══ INPUT FOR THIS TASK
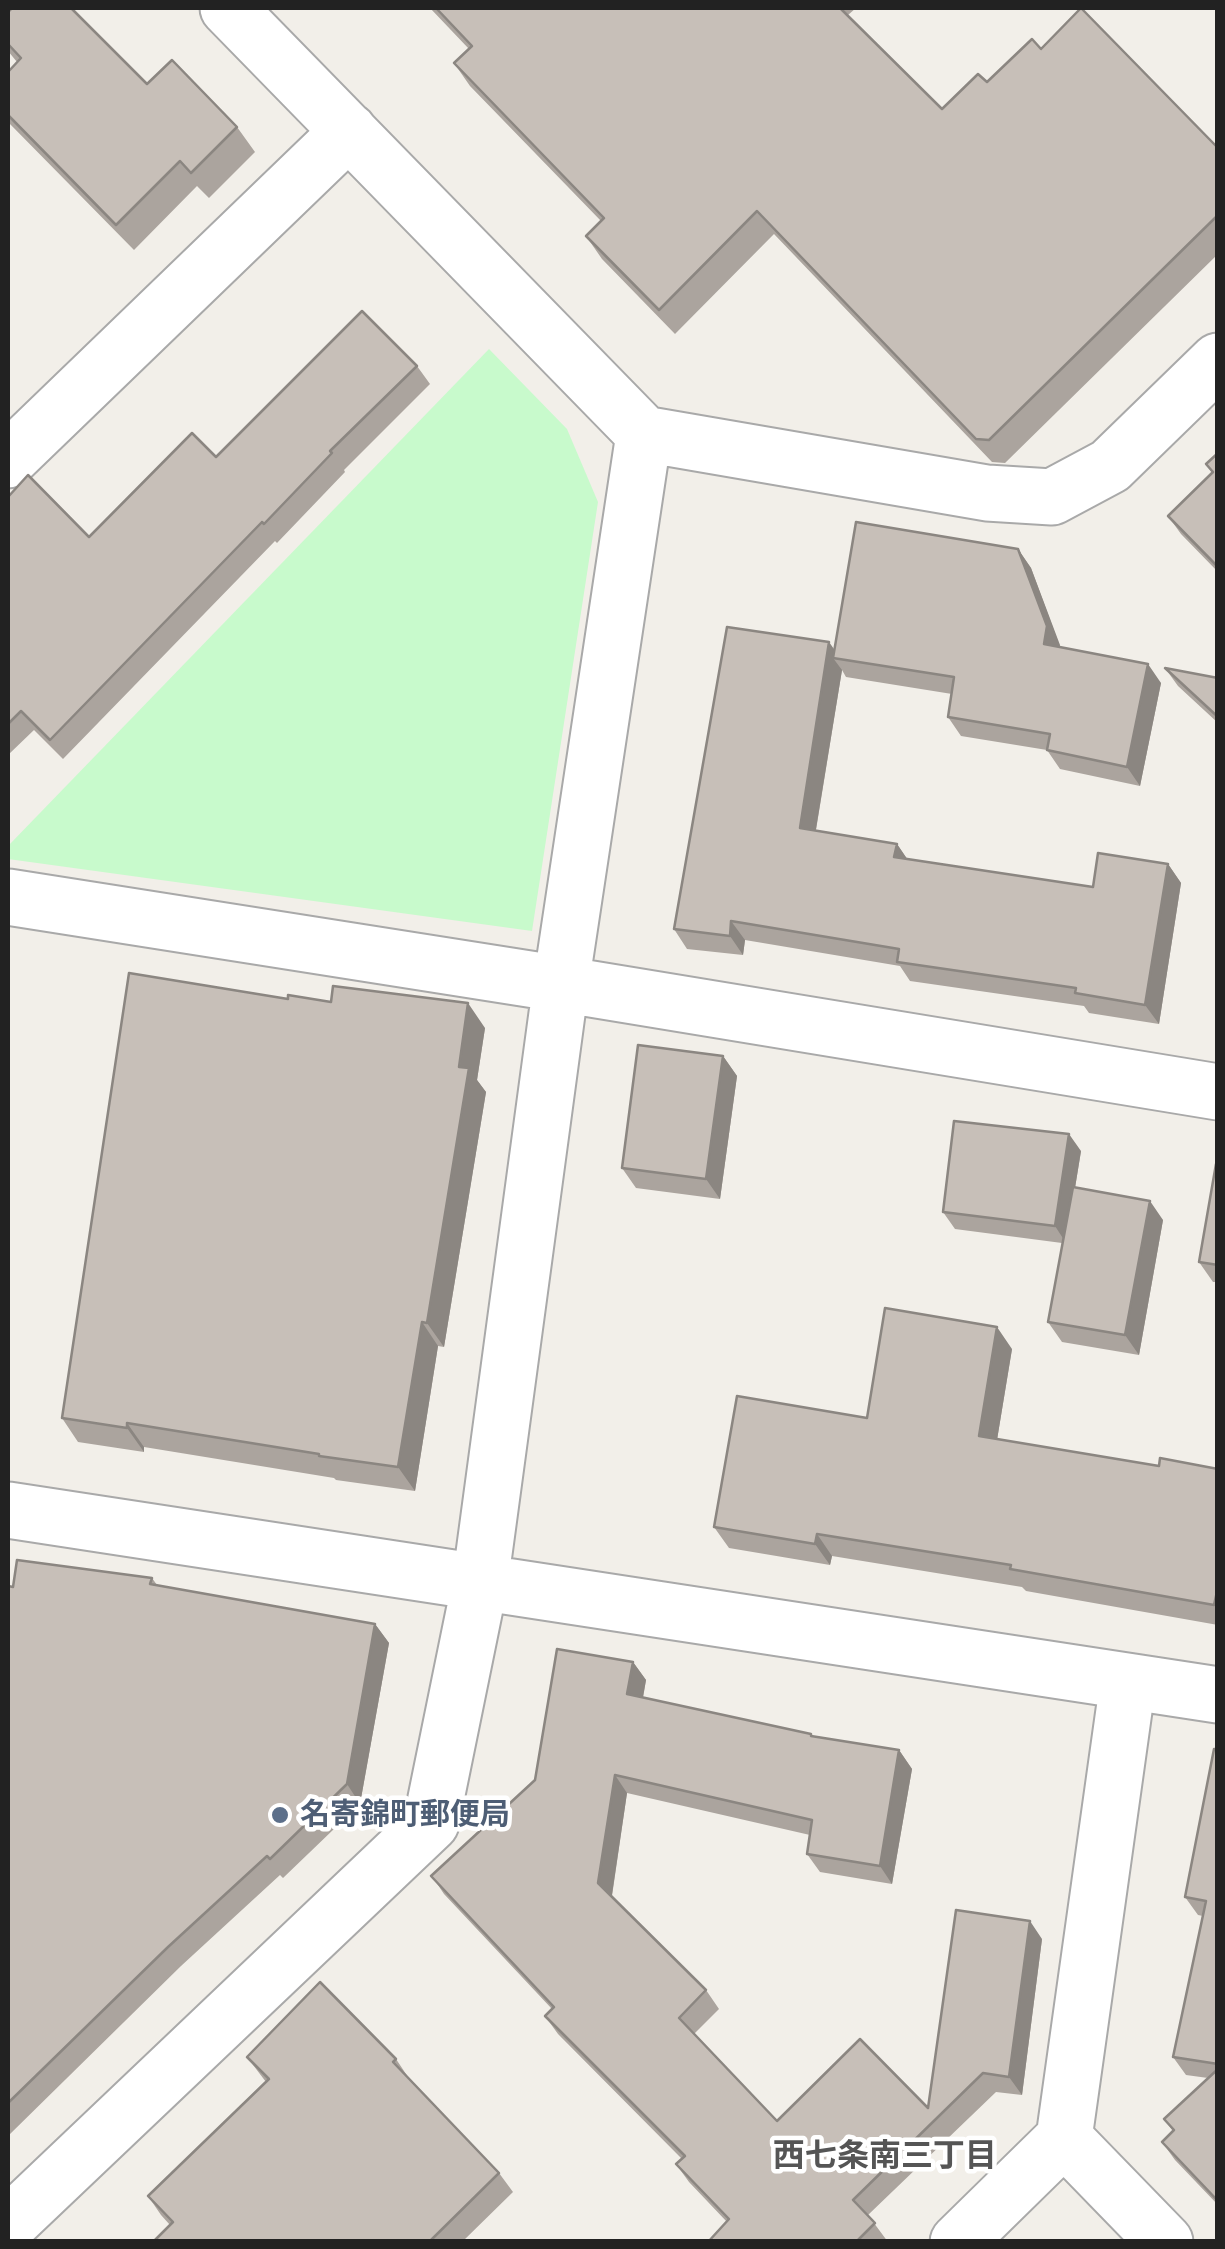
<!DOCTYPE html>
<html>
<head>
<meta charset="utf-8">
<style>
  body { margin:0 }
  #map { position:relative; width:1225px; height:2249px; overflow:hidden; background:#f2efe9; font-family:"Noto Sans",sans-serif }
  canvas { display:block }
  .frame { position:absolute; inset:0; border:10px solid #222; pointer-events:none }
</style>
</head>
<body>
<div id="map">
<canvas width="1225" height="2249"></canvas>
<div class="frame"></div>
</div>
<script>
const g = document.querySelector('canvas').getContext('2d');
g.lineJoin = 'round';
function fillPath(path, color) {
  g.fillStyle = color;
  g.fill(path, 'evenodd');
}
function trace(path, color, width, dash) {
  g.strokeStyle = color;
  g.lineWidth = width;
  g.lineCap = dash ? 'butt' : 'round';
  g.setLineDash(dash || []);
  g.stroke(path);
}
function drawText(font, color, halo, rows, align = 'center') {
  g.font = font + ' "Noto Sans","Noto Sans JP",sans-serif';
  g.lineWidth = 9;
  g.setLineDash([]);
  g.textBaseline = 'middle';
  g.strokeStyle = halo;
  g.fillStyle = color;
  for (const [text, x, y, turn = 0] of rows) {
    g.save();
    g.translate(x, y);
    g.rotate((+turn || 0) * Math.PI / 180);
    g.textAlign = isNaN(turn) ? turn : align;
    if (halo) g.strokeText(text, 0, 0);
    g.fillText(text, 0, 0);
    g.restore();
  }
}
fillPath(new Path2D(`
  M489,349l78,80 31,73 -66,429 -524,-72v-13z`), '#c8facc');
const minor = new Path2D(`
  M228,8l416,426 343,59 65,4 58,-31 108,-105
  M8,460l341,-329
  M8,897l553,87 657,108
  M8,1510l1210,185
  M1128,1682l-64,456 101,104
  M8,2225l423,-402 49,-240 81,-599 83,-550
  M958,2242l106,-104`);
trace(minor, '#a9a9a9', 59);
trace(minor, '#fff', 55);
fillPath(new Path2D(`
  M430,8h426l-8,7 94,94 99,-60 177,99v106l-213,209 -13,-1 -218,-228 -99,100 -73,-75 -16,-23 15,-15 -131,-135 -16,-23 15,-14z
  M8,12l139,72 90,43 18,25 -46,46 -12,-12 -63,64 -126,-128v-50l9,-10 -9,-11z
  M417,366l13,18 -86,86 1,2 -68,71 -2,-2 -212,218 -29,-29 -26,25v-258l81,40 127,-80z
  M1218,453v119l-37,-38 -13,-18 44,-43 -6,-9z
  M1018,549l13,19 29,79 101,36 -21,103 -80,-17 -13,-19 -86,-14 -13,-19 4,-23 -106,-17 -4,-7 -26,160 81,14 10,15 186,28 75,-23 13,19 -22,141 -70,-11 -5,-7 -174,-25 -10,-15 -155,-26 -2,15 -56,-6 -13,-20 161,-279z
  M1165,668l53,10v45l-40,-37z
  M288,999l197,29 -8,52 9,12 -42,255 -6,-1 -23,145 -79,-11 -2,-2 -190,-31v5l-66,-10 -16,-24z
  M723,1056l14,20 -17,123 -84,-11 -14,-20z
  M1081,1151l-6,37 88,32 -24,135 -77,-13 -14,-20 14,-79 -107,-14 -12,-17z
  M1218,1164v118h-5l-14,-20z
  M1012,1349l-15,91 162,26 59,3v156l-192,-34 -4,-4 -190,-31 -2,9 -101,-17 -15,-21 153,-109z
  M152,1578l5,7 218,39 14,19 -29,161 -77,74 -3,-3 -99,91 -173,170v-550z
  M633,1662l13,18 -3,18 169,38 87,14 13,19 -20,115 -72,-12 -13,-18 3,-19 -183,-42 -15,103 94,94 13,19 -25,25 83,87 151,-13 114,-169 -20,156 -26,-3 -128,123 20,27h-180l19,-20 -38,-40 -13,-18 6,-5 -124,-125 -13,-18 7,-7 -108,-115 -12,-18 103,-96z
  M1218,1749v456l-43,-45 -13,-18 11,-11 -9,-12 44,-41 -22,-3 -13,-18 30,-141 -5,-1 -13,-18z
  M247,2057l149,2 12,18 91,96 14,19 -51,50h-309l17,-17 -9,-10 -13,-19 118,-114z`), '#aba49e');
fillPath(new Path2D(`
  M1018,549l13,19 29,77 -3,18 -13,-19z
  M829,642l12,17 -8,-1 9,12 -29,177 -13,-19z
  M1148,664l13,19 -21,103 -13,-19z
  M897,844l13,19 -16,-6z
  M1168,864l13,19 -22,141 -14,-19z
  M731,921l14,19 -2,15 -13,-19z
  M468,1003l17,25 -8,52 9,12 -42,255 -17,-24z
  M723,1056l14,20 -17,123 -14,-20z
  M1069,1134l12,17 -15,92 -11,-17z
  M1150,1201l13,19 -24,135 -14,-20z
  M422,1322l16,24 -23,145 -17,-24z
  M997,1327l15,22 -18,109 -15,-22z
  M127,1423l17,24v5l-17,-24z
  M817,1534l15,22 -2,9 -15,-21z
  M375,1624l14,19 -29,161 -13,-20z
  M633,1662l13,18 -6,33 -13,-19z
  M899,1750l13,19 -20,115 -12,-18z
  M615,1775l12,18 -16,108 -13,-18z
  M1030,1921l12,18 -20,156 -13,-18z`), '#8b8681');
const building = new Path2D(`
  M12,8h59l76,76 25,-24 65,67 -46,46 -11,-12 -64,64 -108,-110v-43l13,-14 -13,-14v-32z
  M436,8h404l102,101 36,-35 9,8 45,-43 9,10 40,-41 137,140v67l-229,225 -13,-1 -219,-228 -98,99 -73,-74 18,-18 -150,-155 18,-17z
  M362,311l55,55 -87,85 2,2 -68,71 -2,-2 -212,218 -29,-29 -13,13v-227l20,-22 61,62 103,-104 24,24z
  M1218,453v114l-50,-51 45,-44 -7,-8z
  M856,522l162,27 29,77 -3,18 104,20 -21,103 -80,-17 3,-16 -102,-17 6,-40 -121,-19z
  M727,627l102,15 -29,186 97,16 -3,13 199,30 5,-34 70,11 -23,141 -70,-12 1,-5 -179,-26 2,-13 -168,-28 -1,15 -56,-7z
  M1165,668l53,10v39z
  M129,973l159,26v-4l43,7 2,-16 135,17 -9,64 10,1 -42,255 -5,-1 -24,145 -79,-11v-2l-192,-31v5l-65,-10z
  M638,1045l85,11 -17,123 -84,-11z
  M954,1121l115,13 -14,92 -112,-14z
  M1216,1164h2v101l-19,-3z
  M1073,1187l77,14 -25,134 -77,-13z
  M885,1308l112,19 -18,109 180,30 1,-8 58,11v118l-4,18 -204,-36 1,-4 -194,-31 -2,10 -101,-17 23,-131 130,22z
  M17,1560l135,18 -2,6 225,40 -28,160 -77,75 -3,-3 -99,91 -160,156v-517l5,1z
  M557,1649l76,13 -6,32 184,40v2l88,14 -19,116 -73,-12 5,-34 -197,-45 -17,108 108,107 -27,28 98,103 83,-82 68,69 28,-198 74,11 -21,156 -26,-4 -130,127 22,23 -19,19h-148l21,-23 -53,-55 9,-8 -140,-140 9,-9 -123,-131 104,-96z
  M1214,1749h4v315l-45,-7 33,-156 -21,-4z
  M320,1982l76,77 -3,3 106,111 -70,69h-276l20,-20 -25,-26 121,-117 -22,-22z
  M1218,2069v132l-56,-59 12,-12 -10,-11z`);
fillPath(building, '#c7bfb8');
trace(building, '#8b8681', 2.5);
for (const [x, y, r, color] of [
  [280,1815,10,"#5c6f8a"]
]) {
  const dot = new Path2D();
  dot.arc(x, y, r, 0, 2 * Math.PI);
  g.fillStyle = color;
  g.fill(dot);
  trace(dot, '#fff', 4);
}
drawText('bold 30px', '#4e5e75', '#fff', [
  ["名寄錦町郵便局",300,1815]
], 'left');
drawText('bold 32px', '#555', '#fff', [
  ["西七条南三丁目",885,2157]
]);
</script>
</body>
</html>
════
> **AIM OF THE TASK**
Calculate how many lines of the material include the string "function", and state that number by itself.

> **WRITTEN REPLY**
3